The federal government has attempted to lessen the sting of some of those sudden job losses by temporarily increasing the amount of unemployment payments that people can get, first with an extra $600 a week and then an extra $300 a week on top of whatever state benefits they qualify for.
As of this week, more than 20 states, all led by Republican governors, said they plan to end participation in the extended benefits program early, most of them sometime next month. Nebraska Gov. Pete Ricketts has not yet said what his plans are.
Thompson said the extra unemployment benefits, as well as government stimulus payments, may have caused a delay in some workers coming back into the labor force.
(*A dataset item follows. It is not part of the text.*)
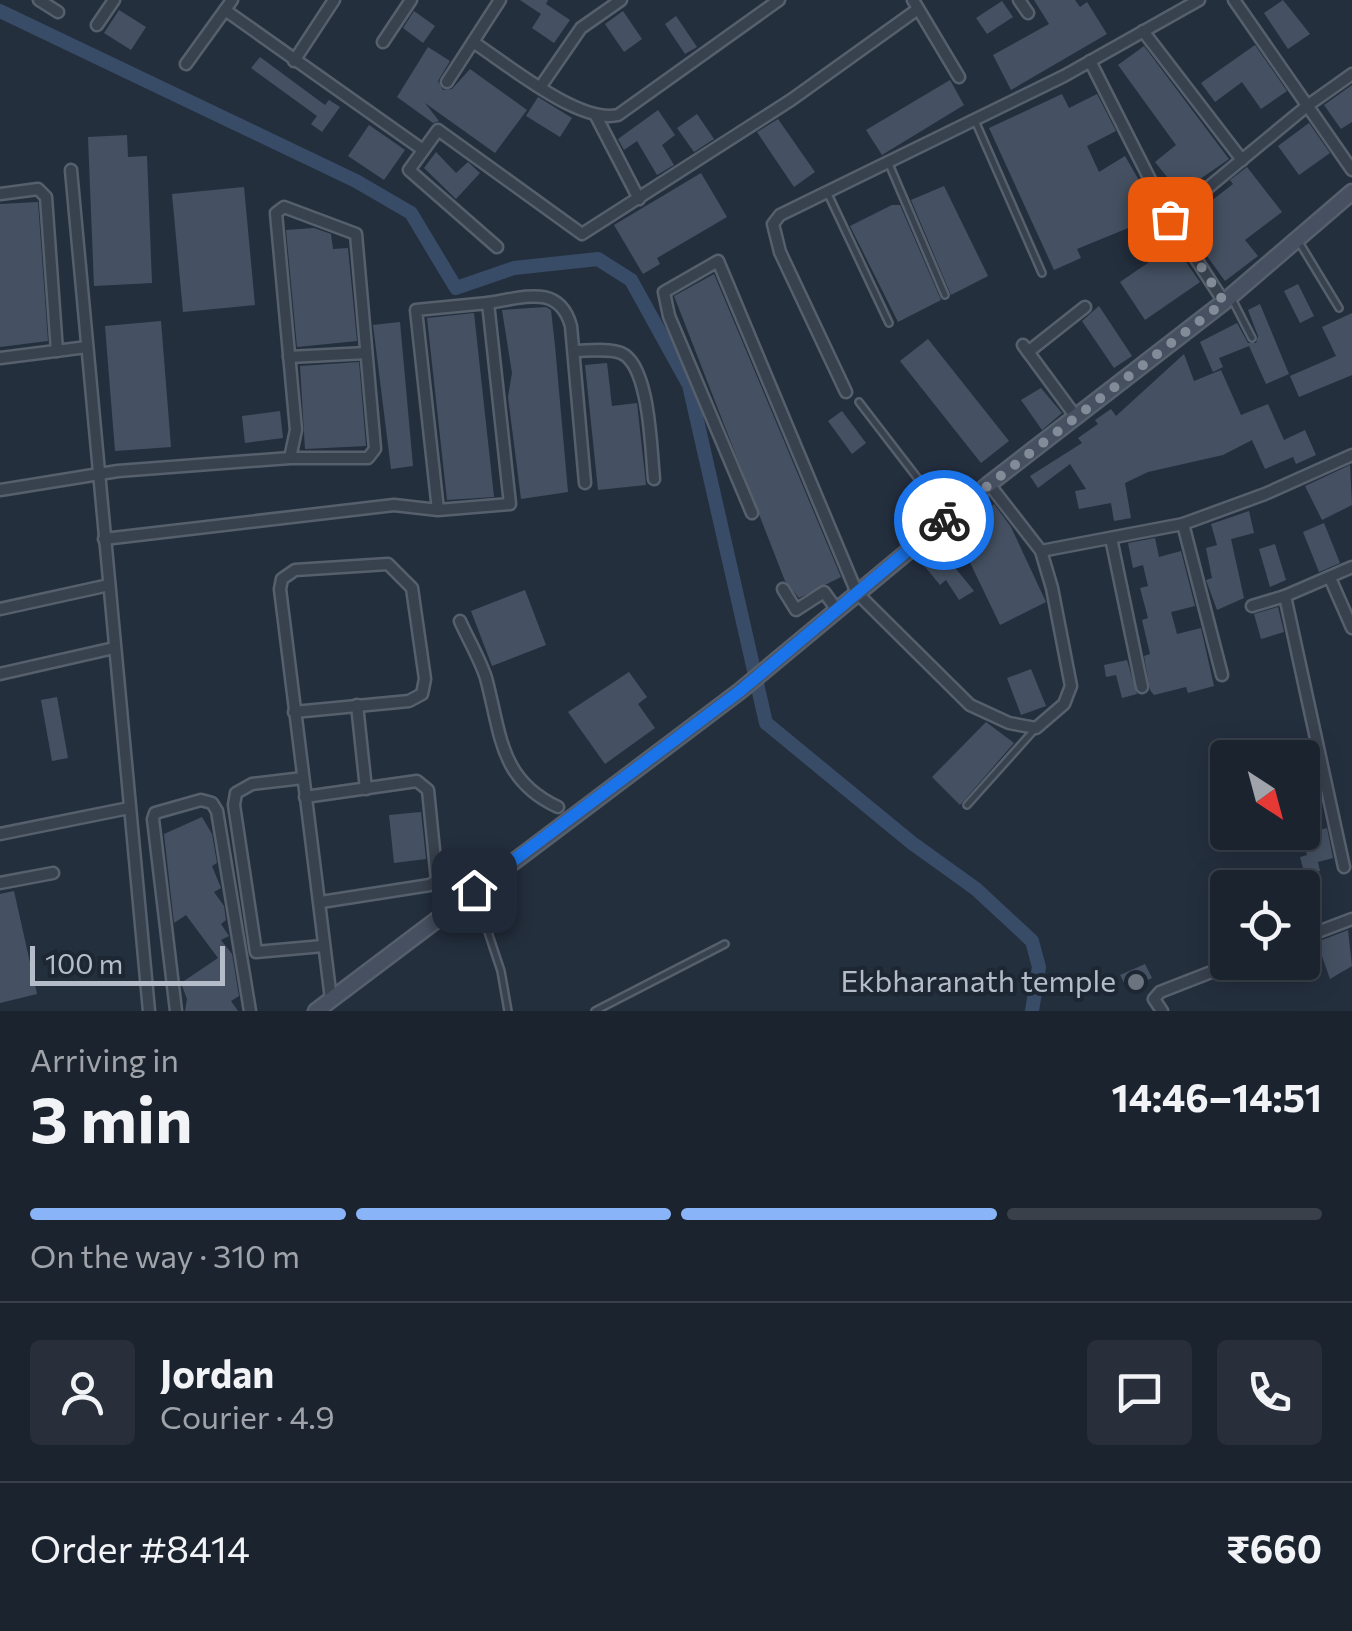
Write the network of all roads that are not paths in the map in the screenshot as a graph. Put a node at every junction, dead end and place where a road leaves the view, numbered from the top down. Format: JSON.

“Many workers do come back right away, of course. But some other workers have the family financial resources to wait for a while, and for other workers, the key is the government support they receive during and after the recession,” Thompson said. “The government support allows moderate-income workers to have the same types of flexibility in deciding on their next job that is available to middle-class and higher-income workers.”
However, there are several other factors that are likely playing much bigger roles in why employers in the state are having trouble filling many of their nearly 40,000 job openings.
Creighton University economist Ernie Goss said that even though COVID-19 cases have declined significantly and many people are vaccinated, the pandemic is still factoring into the labor market.
For example, though schools have been open for in-person instruction in Nebraska since last fall, some parents have chosen to keep their kids home, either to do remote learning or to home school them.
“School disruptions and infection fears of sending students to school has caused parents to remain at home to take care of these children,” Goss said.
He also said fear of being exposed to COVID-19, either by customers or fellow workers, has kept some people out of the workforce.
Other factors cited by Goss are more typical reasons for labor shortages: not enough workers with the skills needed in the industries that are hiring and a geographic mismatch between where the jobs are and where unemployed workers are.
In Lincoln, there clearly doesn’t seem to be enough people actively in the labor force to match the number of jobs available.
Lincoln Chamber of Commerce President Wendy Birdsall said there were about 11,300 job openings in Lincoln as of last month, about 1,000 more than in January 2020, before the pandemic. Meanwhile, there are only about 2,700 people receiving unemployment benefits.
“This is just an exacerbation of the situation we had pre-COVID,” Birdsall said.
Economists generally consider an unemployment rate of 4% or below to represent “full employment” — the level at which the economy functions well without creating inflation.
Other than a four-month stretch last year when the unemployment rate spiked because of pandemic-related shutdowns, Lincoln’s unemployment rate has consistently been below 4% over the past decade.
The long-term shortage of workers has started to put upward pressure on local wages.
According to data released Wednesday by the Bureau of Labor Statistics, the average weekly wage in Lancaster County in the fourth quarter of 2020 was up 11.5% compared with the same period in 2019. That was actually lower than the national average of 13%, however.